Balram was born in the rural village of Laxmangarh, where he lived with his grandmother, parents, brother and extended family. He is a smart child but is forced to leave school in order to help pay for his cousin's dowry and begins to work in a teashop with his brother in Dhanbad. While working there he begins to learn about India's government and economy from the customers' conversations. Balram describes himself as a bad servant but a good listener and decides to become a driver.
After learning how to drive, Balram finds a job driving Ashok, the son of one of Laxmangarh's landlords. He takes over the job of the main driver, from a small car to a heavy-luxury described Honda City. He stops sending money back to his family and disrespects his grandmother during a trip back to his village. Balram moves to New Delhi with Ashok and his wife Pinky Madam. Throughout their time in Delhi, Balram is exposed to extensive corruption, especially in the government. In Delhi, the contrast between the poor and the wealthy is made even more evident by their proximity to one another.

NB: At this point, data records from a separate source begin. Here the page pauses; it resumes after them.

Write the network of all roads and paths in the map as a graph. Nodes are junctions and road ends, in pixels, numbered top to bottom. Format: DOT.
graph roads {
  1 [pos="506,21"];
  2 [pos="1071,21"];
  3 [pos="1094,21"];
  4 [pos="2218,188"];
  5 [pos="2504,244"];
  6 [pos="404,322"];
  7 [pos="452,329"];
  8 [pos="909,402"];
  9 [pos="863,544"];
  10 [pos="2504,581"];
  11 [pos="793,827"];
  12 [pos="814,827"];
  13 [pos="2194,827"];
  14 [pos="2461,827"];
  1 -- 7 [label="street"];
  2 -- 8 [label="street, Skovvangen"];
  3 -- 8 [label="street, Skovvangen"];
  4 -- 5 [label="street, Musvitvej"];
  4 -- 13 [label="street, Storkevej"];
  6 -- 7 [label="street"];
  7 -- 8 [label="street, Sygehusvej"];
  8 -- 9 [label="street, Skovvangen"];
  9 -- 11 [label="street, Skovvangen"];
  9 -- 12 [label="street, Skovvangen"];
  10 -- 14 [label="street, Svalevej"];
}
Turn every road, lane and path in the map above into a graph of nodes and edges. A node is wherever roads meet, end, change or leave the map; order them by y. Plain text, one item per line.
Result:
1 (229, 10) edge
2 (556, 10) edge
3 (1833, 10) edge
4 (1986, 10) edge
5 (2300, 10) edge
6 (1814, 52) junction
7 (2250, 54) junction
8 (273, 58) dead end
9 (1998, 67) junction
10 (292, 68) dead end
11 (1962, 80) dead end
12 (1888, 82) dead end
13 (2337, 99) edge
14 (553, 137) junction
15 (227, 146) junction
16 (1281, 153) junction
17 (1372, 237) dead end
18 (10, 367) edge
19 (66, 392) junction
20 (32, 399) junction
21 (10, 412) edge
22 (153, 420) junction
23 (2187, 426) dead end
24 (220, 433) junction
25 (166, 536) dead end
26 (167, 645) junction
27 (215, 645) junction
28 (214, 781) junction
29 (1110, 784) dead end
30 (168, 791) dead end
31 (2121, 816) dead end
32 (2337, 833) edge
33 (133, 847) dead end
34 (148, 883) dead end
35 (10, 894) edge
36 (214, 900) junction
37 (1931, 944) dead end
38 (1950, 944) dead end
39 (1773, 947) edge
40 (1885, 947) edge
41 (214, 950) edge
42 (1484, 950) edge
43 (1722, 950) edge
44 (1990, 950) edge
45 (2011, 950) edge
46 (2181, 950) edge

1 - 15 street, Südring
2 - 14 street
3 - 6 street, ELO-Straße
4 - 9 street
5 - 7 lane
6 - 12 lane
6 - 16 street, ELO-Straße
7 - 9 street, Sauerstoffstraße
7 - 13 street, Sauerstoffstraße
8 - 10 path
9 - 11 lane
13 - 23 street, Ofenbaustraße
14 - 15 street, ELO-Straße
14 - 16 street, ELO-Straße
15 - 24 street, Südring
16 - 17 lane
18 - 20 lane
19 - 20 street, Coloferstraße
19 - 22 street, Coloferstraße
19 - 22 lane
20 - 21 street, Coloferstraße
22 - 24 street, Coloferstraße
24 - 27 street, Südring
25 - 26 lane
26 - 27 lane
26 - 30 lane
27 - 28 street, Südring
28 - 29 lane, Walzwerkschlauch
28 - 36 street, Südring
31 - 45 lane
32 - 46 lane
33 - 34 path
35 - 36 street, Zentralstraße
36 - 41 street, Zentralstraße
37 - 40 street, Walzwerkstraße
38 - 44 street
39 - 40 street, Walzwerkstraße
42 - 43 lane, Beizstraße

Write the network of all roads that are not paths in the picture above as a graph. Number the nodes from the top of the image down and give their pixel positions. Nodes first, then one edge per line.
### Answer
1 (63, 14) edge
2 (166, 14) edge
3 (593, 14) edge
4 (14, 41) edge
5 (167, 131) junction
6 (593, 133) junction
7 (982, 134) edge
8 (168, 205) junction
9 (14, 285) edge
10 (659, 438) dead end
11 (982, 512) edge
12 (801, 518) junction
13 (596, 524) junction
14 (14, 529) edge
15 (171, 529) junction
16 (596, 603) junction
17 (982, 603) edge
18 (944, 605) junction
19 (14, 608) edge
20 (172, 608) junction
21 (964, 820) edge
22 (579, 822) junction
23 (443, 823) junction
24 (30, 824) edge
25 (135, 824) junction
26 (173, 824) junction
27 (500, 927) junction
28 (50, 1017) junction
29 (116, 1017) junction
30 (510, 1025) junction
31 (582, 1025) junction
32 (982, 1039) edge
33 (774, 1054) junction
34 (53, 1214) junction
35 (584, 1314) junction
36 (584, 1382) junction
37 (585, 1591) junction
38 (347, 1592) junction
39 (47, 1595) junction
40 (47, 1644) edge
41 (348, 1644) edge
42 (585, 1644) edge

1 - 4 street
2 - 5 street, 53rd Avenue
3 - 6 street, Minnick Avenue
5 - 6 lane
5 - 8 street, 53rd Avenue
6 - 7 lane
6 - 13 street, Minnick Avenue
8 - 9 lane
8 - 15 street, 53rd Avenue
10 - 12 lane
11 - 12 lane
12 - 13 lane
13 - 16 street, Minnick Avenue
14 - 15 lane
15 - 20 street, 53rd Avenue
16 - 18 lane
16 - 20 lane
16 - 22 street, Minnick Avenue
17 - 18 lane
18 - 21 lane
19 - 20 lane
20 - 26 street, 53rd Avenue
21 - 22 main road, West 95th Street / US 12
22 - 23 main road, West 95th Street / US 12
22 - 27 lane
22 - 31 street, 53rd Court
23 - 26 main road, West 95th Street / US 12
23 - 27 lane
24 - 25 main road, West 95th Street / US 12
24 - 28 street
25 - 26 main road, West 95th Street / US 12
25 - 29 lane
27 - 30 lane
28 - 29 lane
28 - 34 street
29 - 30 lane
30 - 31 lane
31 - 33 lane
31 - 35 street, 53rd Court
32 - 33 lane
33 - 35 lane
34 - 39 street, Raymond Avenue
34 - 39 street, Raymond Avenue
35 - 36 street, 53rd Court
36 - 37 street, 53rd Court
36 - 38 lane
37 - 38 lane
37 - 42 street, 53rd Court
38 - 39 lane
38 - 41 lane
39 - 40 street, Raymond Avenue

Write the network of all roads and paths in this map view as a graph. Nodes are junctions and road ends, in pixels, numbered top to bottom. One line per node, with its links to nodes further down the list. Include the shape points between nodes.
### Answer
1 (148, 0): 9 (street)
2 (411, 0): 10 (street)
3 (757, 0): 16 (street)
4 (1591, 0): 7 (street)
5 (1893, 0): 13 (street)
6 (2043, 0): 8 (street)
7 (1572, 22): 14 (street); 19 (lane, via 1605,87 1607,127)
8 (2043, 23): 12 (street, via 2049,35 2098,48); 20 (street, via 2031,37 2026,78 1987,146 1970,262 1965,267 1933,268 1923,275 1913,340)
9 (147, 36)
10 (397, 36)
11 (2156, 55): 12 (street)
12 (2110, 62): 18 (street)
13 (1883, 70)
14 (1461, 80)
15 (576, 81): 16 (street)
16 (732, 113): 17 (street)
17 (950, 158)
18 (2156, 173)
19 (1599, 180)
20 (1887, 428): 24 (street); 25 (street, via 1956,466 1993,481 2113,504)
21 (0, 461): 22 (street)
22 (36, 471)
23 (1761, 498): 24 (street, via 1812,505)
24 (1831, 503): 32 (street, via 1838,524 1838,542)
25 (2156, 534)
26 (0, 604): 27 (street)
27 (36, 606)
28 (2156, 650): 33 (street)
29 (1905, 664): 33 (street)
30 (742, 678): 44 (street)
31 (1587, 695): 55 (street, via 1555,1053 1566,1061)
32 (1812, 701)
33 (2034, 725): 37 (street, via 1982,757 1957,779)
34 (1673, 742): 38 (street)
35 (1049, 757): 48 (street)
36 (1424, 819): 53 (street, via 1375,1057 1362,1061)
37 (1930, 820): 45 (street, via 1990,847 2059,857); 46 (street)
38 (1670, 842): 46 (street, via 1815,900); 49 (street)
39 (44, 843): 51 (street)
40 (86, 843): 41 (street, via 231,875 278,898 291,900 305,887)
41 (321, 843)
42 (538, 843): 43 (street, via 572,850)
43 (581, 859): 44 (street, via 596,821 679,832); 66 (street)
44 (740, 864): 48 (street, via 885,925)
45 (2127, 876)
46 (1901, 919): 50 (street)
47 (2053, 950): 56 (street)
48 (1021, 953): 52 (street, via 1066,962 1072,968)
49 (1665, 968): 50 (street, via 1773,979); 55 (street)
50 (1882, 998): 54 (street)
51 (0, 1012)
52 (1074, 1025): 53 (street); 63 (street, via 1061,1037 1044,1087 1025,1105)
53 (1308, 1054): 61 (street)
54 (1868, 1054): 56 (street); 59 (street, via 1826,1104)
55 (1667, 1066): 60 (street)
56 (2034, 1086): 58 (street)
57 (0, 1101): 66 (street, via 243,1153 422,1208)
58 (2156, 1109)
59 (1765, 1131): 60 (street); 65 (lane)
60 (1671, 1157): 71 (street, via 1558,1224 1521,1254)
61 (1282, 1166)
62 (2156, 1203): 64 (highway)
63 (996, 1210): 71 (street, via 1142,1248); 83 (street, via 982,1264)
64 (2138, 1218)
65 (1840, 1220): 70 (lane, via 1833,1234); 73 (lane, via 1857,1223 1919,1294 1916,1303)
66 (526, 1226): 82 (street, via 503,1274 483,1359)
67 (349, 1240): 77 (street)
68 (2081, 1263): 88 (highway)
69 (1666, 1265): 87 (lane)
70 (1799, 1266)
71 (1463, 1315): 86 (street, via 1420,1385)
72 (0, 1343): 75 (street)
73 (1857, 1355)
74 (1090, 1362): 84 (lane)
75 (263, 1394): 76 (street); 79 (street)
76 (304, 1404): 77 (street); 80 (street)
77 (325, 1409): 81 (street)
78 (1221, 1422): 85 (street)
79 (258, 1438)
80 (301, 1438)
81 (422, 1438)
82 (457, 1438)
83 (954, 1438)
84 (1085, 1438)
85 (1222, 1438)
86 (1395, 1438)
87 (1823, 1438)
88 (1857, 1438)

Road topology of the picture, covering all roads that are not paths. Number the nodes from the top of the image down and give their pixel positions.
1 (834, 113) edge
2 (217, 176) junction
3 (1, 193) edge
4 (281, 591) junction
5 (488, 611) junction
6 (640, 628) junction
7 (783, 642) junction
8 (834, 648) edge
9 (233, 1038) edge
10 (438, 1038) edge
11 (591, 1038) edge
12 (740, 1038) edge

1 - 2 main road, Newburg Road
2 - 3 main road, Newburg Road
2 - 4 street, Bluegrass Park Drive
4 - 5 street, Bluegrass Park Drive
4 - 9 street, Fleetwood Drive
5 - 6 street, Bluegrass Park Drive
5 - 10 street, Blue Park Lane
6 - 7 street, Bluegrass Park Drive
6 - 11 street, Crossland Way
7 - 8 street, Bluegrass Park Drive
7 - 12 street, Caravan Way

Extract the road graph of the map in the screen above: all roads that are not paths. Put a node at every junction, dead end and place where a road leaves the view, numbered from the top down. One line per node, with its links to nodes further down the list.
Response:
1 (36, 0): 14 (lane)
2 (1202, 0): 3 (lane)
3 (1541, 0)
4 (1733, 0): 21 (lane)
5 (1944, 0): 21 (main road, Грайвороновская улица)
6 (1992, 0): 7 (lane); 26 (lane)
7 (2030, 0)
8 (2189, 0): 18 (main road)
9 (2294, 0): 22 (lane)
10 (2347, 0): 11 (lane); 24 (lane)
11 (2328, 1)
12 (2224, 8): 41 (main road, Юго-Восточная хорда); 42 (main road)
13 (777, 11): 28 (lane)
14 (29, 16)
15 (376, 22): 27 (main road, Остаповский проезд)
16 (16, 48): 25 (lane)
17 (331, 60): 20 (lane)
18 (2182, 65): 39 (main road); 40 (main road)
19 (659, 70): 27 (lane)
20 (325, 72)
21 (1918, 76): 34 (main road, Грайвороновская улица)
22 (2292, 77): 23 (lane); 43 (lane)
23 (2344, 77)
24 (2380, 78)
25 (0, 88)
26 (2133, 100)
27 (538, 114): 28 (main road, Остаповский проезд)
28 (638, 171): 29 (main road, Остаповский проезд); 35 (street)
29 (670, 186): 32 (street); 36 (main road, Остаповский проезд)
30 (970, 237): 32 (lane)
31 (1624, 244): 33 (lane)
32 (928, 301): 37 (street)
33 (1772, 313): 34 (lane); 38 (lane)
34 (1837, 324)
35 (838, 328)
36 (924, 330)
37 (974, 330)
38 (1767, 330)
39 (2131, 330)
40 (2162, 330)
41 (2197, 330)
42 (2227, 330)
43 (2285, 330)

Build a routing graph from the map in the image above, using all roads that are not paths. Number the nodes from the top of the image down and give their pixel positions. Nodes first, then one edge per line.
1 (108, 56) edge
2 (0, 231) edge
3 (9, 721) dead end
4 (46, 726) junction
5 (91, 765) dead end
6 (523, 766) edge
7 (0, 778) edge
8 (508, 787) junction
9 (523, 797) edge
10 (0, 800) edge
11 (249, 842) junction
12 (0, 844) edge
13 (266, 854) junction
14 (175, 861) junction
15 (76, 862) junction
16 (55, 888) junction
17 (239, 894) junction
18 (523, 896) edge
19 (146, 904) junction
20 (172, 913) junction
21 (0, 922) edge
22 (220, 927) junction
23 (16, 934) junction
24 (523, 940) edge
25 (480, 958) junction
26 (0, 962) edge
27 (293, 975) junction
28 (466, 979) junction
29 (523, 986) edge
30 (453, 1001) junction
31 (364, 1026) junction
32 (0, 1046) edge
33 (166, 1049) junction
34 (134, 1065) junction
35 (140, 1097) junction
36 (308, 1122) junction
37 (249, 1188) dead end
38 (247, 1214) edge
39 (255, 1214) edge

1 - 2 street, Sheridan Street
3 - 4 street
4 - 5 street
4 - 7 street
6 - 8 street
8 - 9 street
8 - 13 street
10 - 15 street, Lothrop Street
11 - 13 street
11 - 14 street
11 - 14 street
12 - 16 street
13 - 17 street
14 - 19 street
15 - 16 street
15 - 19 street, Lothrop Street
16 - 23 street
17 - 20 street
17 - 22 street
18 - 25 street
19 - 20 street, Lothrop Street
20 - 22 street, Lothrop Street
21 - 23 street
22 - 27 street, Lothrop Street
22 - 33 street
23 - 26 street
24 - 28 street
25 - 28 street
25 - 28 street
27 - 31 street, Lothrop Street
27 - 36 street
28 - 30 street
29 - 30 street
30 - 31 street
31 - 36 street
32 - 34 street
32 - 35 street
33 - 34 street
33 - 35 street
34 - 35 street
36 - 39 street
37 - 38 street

One night Pinky Madam takes the wheel from Balram, while drunk, hits something in the road and drives away; we are left to assume that she has killed a child. Ashok's family puts pressure on Balram to confess that he had been driving alone. Ashok becomes increasingly involved in bribing government officials for the benefit of the family coal business. Balram then decides that killing Ashok will be the only way to escape India's Rooster Coop. After bludgeoning Ashok with a bottle and stealing a large bribe, Balram moves to Bangalore, where he bribes the police in order to help start his own taxi business. Interestingly, Ashok too is portrayed to be trapped in the metaphorical Rooster Coop: his family controls what he does and society dictates how he acts. Just like Ashok, Balram pays off a family whose son one of his taxi drivers hit and killed. Balram explains that his own family was almost certainly killed by Ashok's relatives as retribution for his murder. At the end of the novel, Balram rationalizes his actions and considers that his freedom is worth the lives of his family and of Ashok. And thus ends the letter to Jiabao, letting the reader think of the dark humour of the tale, as well as the idea of life as a trap introduced by the writer.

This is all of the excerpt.